October 31, 2007

sexy sexy

I agree with Dyna--this whole business of "sexy _____" Halloween costumes is absurd. Are Americans so convinced of their utter lack of inherent sexiness that they must wait until Halloween to proclaim themselves such? Is human sexuality so taboo and creepy and only the rightful province of silicone freaks like Pamela Anderson-Sex Tape Guy that we have to resort to being "sexy butterfly" or "sexy beer wench" just to claim our right to our own sexuality.

D has offered to draw the world's most unsexy thing with sexy legs on it (like the old cigarette ads of yore).
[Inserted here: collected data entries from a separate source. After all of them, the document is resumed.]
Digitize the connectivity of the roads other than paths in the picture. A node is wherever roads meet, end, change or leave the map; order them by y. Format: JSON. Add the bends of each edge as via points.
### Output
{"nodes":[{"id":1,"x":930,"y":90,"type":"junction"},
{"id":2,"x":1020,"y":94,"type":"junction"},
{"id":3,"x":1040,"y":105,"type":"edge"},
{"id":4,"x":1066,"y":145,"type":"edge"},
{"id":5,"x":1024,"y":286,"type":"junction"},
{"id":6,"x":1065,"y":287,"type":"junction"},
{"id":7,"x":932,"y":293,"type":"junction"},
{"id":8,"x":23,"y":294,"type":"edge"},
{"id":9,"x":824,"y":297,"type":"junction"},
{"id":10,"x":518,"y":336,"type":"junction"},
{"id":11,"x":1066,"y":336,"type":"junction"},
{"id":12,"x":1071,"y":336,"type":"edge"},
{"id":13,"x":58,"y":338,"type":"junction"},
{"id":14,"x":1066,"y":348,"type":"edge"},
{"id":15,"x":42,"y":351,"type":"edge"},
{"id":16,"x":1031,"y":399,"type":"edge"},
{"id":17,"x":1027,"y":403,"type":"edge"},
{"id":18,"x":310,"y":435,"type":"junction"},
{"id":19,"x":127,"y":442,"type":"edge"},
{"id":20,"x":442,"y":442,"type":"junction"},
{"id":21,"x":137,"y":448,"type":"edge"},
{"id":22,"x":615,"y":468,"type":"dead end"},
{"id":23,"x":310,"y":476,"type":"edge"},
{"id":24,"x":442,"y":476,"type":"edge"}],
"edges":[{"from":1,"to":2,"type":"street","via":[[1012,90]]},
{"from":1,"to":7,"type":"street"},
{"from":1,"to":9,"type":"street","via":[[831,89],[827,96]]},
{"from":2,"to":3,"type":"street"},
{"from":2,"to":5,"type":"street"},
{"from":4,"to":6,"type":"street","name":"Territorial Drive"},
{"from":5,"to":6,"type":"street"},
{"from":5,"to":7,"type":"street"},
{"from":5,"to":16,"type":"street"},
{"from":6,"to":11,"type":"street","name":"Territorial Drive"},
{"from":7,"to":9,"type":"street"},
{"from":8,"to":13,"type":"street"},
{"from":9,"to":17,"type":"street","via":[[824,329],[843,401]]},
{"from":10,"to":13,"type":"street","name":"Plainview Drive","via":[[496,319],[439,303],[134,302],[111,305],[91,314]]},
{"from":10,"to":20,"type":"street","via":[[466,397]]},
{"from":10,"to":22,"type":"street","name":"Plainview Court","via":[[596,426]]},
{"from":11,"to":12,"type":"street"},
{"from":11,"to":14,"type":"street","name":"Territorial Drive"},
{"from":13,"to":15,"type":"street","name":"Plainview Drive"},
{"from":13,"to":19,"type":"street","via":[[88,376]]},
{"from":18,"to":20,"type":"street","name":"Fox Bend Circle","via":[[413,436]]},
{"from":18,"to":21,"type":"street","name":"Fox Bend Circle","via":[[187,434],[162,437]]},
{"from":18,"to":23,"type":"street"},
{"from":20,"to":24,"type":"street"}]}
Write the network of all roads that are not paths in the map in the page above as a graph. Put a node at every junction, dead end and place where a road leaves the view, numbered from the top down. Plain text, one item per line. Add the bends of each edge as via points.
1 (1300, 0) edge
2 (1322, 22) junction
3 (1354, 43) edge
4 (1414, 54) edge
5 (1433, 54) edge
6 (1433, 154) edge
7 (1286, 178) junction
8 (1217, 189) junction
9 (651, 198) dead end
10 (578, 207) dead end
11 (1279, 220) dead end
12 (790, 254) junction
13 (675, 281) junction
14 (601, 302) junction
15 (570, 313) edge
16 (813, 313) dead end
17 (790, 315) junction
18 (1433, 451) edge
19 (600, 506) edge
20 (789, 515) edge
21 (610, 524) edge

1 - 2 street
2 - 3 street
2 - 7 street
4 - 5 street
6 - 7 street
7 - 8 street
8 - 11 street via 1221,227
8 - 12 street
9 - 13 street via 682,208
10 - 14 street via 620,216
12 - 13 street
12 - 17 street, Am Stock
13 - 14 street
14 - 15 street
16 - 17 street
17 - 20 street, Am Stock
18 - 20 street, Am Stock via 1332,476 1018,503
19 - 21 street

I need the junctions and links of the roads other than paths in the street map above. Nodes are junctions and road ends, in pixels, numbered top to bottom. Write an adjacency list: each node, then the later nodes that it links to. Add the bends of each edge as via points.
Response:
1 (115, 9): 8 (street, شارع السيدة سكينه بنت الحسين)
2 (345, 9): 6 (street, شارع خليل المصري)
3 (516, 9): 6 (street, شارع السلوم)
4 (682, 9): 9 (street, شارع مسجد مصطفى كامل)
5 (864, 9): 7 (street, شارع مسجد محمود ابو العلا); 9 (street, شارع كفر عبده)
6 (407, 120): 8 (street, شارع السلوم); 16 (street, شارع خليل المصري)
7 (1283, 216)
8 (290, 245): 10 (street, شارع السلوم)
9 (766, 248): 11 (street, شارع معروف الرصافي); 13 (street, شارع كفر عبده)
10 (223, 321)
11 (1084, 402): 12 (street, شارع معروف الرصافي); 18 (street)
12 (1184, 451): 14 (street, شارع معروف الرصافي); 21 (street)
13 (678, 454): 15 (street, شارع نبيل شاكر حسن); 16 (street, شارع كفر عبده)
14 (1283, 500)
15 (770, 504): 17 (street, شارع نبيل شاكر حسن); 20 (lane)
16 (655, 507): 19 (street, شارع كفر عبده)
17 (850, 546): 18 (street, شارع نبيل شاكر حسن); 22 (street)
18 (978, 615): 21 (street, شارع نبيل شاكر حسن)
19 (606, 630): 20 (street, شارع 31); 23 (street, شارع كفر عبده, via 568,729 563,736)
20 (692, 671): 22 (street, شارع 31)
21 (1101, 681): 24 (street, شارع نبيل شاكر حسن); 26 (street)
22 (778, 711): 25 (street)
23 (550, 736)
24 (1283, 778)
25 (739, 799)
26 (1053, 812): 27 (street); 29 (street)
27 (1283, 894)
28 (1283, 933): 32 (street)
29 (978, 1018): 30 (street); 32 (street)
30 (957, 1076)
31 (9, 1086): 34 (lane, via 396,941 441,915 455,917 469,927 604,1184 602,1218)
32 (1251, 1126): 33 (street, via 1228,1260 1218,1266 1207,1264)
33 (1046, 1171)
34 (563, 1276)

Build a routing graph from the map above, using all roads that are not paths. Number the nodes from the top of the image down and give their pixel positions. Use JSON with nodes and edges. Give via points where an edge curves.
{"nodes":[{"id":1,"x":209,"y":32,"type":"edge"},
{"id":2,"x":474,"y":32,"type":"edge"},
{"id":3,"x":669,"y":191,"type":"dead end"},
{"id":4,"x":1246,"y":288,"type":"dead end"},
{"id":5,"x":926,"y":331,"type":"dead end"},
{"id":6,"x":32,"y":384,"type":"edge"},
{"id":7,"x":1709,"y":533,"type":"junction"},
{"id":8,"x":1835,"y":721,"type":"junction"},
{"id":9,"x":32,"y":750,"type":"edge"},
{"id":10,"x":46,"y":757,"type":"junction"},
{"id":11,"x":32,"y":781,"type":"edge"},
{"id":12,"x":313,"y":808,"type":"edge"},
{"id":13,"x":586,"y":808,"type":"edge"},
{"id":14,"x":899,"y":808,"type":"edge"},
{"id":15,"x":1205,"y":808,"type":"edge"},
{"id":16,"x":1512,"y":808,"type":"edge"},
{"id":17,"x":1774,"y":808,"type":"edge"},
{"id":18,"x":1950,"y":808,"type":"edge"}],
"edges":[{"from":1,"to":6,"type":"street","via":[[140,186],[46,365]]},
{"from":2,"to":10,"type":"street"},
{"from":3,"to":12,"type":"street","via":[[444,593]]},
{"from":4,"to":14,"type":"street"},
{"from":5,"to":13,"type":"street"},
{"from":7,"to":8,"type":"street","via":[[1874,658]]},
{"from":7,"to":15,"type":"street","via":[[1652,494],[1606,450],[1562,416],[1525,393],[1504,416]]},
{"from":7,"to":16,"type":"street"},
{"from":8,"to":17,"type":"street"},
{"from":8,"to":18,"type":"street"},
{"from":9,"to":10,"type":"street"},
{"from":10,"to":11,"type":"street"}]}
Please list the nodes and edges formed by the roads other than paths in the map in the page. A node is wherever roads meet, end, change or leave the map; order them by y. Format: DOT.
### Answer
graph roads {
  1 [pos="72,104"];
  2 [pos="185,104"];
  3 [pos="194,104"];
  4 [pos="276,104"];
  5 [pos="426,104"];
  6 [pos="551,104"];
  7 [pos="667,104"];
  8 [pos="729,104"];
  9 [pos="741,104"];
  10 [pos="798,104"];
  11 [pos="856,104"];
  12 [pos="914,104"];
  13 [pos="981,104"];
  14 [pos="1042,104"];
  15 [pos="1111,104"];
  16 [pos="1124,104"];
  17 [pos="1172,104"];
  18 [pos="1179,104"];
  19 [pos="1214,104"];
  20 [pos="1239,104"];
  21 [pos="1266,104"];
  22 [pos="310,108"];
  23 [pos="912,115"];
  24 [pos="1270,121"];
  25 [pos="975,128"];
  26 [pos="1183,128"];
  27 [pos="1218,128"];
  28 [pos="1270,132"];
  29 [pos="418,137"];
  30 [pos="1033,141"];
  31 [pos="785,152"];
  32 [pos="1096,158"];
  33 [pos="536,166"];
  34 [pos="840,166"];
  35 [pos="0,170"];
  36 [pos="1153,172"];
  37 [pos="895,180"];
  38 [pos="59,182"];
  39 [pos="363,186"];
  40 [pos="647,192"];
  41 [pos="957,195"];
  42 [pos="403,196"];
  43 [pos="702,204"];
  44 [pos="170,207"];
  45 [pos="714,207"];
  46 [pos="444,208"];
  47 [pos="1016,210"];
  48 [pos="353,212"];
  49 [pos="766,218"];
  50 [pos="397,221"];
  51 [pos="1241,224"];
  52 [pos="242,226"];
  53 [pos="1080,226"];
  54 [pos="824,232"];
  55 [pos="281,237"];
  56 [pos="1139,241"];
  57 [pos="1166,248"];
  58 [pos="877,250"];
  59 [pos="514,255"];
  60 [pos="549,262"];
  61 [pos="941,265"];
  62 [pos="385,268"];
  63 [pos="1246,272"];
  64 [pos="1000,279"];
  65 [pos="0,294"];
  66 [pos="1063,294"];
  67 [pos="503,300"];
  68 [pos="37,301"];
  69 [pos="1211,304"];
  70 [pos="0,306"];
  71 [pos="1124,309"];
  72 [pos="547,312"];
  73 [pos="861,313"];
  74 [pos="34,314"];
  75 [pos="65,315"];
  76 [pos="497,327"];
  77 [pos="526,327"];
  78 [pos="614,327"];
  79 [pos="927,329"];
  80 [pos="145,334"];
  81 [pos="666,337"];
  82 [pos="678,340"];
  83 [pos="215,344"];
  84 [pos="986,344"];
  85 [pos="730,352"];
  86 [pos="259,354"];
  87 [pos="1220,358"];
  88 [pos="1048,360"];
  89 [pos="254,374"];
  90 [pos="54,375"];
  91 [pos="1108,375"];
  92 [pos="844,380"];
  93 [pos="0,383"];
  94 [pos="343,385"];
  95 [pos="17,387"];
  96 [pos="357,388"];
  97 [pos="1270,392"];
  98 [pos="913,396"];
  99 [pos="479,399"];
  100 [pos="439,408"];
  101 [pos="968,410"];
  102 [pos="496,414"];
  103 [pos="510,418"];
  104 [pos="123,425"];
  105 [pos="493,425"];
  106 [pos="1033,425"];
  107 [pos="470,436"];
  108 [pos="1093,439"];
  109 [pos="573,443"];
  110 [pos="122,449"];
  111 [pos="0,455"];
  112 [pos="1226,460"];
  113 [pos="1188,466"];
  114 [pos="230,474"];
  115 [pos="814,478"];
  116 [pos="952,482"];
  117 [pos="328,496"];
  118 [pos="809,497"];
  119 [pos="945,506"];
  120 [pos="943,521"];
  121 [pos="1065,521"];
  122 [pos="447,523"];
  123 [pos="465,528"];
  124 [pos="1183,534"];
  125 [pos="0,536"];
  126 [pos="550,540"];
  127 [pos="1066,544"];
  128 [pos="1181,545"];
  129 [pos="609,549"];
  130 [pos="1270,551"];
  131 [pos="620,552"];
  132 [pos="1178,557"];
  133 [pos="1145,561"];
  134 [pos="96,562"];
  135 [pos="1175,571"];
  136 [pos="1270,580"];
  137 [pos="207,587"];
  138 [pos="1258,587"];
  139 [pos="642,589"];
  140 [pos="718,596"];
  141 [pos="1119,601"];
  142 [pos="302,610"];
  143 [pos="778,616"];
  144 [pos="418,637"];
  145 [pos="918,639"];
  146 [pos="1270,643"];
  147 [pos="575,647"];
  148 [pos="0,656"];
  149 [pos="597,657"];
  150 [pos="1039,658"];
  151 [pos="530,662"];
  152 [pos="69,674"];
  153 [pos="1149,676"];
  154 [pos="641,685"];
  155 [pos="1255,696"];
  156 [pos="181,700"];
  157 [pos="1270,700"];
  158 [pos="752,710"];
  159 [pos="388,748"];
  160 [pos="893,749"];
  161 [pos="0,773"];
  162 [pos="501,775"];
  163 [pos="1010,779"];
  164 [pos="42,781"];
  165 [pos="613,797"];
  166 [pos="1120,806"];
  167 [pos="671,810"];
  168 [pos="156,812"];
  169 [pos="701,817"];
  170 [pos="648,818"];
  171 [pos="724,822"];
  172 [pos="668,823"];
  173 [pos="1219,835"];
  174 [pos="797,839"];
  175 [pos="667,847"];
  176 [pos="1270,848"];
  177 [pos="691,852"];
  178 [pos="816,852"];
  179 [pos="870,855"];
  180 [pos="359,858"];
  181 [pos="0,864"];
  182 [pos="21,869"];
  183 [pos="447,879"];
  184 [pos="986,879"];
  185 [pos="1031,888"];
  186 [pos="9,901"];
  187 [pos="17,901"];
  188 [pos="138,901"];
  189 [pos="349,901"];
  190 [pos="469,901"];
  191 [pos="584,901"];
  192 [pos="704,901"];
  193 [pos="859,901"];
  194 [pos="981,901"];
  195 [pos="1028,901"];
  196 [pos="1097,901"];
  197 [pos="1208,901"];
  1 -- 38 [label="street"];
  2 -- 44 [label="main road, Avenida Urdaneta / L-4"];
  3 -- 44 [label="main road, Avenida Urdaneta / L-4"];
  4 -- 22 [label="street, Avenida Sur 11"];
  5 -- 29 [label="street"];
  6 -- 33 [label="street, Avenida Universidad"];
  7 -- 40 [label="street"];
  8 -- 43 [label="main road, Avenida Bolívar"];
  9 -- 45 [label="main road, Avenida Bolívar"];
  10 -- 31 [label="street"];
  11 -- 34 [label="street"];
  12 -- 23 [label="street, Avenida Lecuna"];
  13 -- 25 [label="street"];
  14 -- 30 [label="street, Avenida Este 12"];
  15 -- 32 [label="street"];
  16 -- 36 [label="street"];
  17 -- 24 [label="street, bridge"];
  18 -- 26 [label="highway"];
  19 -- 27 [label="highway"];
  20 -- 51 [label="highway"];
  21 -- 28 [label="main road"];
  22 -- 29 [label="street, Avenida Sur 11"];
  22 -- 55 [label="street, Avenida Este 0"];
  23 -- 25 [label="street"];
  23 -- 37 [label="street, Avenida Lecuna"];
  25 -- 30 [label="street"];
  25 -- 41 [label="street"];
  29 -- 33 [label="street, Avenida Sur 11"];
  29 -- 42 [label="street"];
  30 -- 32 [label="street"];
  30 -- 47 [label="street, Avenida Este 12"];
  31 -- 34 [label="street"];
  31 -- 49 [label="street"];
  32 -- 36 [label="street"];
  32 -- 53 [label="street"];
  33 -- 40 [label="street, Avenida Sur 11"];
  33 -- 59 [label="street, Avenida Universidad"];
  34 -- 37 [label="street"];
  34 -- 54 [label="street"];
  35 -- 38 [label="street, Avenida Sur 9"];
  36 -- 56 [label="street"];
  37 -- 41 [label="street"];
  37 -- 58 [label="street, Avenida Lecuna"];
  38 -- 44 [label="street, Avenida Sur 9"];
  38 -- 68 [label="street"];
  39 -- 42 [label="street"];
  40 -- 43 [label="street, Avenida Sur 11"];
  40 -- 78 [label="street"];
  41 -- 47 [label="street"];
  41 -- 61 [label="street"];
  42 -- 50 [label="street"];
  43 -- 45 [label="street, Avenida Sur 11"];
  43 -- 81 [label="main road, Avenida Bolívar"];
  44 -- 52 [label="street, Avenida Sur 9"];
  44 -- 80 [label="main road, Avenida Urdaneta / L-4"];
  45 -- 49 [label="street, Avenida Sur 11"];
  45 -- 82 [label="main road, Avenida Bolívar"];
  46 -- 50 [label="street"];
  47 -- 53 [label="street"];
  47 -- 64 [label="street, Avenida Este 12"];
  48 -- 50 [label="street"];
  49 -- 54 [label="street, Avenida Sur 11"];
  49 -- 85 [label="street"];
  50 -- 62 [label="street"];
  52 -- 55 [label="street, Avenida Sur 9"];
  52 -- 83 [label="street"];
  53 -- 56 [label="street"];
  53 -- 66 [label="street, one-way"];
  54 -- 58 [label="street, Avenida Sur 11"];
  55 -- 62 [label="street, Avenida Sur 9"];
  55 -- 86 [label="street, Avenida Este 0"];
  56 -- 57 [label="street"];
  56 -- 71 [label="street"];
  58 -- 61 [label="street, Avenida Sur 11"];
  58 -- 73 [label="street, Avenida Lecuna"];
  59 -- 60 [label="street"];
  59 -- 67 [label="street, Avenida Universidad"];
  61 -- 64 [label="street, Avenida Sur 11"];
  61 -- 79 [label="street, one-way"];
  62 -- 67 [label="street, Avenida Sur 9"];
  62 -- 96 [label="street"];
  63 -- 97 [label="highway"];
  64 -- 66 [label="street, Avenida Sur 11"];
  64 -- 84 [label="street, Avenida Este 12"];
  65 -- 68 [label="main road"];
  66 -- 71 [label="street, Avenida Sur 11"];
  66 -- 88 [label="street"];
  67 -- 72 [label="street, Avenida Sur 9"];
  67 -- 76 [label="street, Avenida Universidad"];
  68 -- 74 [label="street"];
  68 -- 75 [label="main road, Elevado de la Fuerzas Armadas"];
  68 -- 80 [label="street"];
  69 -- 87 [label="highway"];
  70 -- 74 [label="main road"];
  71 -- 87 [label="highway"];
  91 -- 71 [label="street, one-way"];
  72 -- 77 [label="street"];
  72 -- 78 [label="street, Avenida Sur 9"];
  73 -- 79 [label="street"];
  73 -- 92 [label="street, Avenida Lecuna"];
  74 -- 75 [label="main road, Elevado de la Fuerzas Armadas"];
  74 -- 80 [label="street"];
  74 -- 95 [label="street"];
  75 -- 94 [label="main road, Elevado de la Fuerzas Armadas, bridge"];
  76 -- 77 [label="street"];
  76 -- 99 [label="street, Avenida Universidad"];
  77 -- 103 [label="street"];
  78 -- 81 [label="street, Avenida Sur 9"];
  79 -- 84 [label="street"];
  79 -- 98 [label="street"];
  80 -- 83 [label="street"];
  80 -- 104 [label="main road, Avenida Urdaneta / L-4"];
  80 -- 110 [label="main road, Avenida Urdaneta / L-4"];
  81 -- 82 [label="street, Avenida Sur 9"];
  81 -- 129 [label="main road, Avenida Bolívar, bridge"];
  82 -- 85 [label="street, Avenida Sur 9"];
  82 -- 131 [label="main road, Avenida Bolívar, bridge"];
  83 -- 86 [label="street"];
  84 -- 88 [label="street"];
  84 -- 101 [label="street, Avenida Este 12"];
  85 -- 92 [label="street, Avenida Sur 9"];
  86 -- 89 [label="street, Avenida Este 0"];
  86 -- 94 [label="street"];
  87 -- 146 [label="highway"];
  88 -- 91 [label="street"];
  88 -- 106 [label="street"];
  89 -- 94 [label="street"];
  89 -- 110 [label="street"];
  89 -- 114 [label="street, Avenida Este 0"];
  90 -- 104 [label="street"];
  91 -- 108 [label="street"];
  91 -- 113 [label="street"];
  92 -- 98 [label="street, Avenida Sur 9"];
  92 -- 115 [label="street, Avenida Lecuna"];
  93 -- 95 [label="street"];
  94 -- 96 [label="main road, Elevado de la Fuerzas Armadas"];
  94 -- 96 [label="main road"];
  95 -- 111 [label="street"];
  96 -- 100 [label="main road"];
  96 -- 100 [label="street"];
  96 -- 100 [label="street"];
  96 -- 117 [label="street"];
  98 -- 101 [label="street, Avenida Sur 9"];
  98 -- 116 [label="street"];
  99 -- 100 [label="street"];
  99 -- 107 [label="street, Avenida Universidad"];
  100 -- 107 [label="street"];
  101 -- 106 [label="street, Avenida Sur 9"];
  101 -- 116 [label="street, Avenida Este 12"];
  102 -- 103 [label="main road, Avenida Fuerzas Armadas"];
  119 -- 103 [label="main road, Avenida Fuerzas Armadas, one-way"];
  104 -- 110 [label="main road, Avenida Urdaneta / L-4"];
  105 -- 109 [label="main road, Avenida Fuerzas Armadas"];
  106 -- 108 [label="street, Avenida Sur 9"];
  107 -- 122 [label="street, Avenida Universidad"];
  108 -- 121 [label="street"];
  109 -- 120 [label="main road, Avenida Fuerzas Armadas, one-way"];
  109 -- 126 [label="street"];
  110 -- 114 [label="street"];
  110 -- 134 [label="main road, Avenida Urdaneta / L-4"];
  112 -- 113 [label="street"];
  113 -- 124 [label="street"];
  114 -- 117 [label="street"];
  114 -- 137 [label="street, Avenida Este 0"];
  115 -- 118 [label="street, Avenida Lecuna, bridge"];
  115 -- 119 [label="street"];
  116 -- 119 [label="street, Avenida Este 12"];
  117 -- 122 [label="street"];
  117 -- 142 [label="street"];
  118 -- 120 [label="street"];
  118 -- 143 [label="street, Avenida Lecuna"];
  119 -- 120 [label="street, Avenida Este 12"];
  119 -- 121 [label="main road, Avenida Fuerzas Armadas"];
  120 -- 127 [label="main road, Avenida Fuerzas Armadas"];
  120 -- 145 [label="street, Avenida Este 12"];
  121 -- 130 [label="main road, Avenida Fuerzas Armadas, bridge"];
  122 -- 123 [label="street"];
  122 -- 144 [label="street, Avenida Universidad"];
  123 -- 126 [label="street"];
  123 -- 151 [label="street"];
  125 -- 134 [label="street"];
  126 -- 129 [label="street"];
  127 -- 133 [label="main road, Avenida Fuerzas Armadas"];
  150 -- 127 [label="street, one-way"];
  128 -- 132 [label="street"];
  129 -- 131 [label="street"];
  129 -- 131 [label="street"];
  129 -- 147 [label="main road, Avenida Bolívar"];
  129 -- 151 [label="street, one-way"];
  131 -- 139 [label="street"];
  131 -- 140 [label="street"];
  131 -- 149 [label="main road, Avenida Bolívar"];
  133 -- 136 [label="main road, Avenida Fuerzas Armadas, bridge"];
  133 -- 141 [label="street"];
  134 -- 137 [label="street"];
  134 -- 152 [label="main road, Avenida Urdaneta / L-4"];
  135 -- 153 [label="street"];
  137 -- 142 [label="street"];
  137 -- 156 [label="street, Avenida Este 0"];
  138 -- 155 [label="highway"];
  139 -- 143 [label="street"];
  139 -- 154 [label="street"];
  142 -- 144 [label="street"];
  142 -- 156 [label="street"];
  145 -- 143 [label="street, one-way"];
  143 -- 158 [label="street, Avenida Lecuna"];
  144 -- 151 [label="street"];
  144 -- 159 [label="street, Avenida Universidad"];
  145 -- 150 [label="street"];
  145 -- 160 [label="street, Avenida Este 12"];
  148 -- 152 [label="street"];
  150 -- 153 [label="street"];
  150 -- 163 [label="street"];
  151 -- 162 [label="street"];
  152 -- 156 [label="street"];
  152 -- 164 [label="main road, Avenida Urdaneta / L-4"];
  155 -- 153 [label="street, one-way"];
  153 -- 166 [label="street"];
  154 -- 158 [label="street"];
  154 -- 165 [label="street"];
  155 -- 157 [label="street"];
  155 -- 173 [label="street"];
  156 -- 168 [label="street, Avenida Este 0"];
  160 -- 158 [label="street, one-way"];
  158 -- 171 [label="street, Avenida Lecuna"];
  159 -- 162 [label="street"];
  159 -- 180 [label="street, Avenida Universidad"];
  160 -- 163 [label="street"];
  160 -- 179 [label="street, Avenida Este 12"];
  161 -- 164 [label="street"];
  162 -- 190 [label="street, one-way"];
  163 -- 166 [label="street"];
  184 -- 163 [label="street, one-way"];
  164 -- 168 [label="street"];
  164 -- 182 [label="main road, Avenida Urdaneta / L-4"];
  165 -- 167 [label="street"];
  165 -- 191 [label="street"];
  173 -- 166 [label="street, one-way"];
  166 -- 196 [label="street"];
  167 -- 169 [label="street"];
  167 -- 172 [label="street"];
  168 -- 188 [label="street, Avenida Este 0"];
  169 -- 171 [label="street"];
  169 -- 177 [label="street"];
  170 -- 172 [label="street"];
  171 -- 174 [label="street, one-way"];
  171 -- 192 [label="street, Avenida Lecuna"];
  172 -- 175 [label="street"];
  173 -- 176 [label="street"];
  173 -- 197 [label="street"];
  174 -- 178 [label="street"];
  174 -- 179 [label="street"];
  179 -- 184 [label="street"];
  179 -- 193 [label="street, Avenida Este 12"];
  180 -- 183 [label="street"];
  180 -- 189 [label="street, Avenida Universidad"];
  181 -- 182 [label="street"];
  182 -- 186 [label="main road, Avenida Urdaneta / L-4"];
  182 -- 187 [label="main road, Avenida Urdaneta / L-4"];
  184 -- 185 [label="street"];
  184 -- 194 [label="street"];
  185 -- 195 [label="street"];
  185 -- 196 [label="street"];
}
I am sure that the end result will be hilarious.

My list:
Sexy Dictionary
Sexy Bottle of Bleach
Sexy Gallstone
Sexy Monogrammed Towel Set
Sexy Crock Pot
Sexy Dental Floss

TOMORROW marks Day #1 of NaBloPoMo, which requires me to post every day for a month. Some topics to be covered: improv, art, artists, other shit, and etc. Thank you for your continued support.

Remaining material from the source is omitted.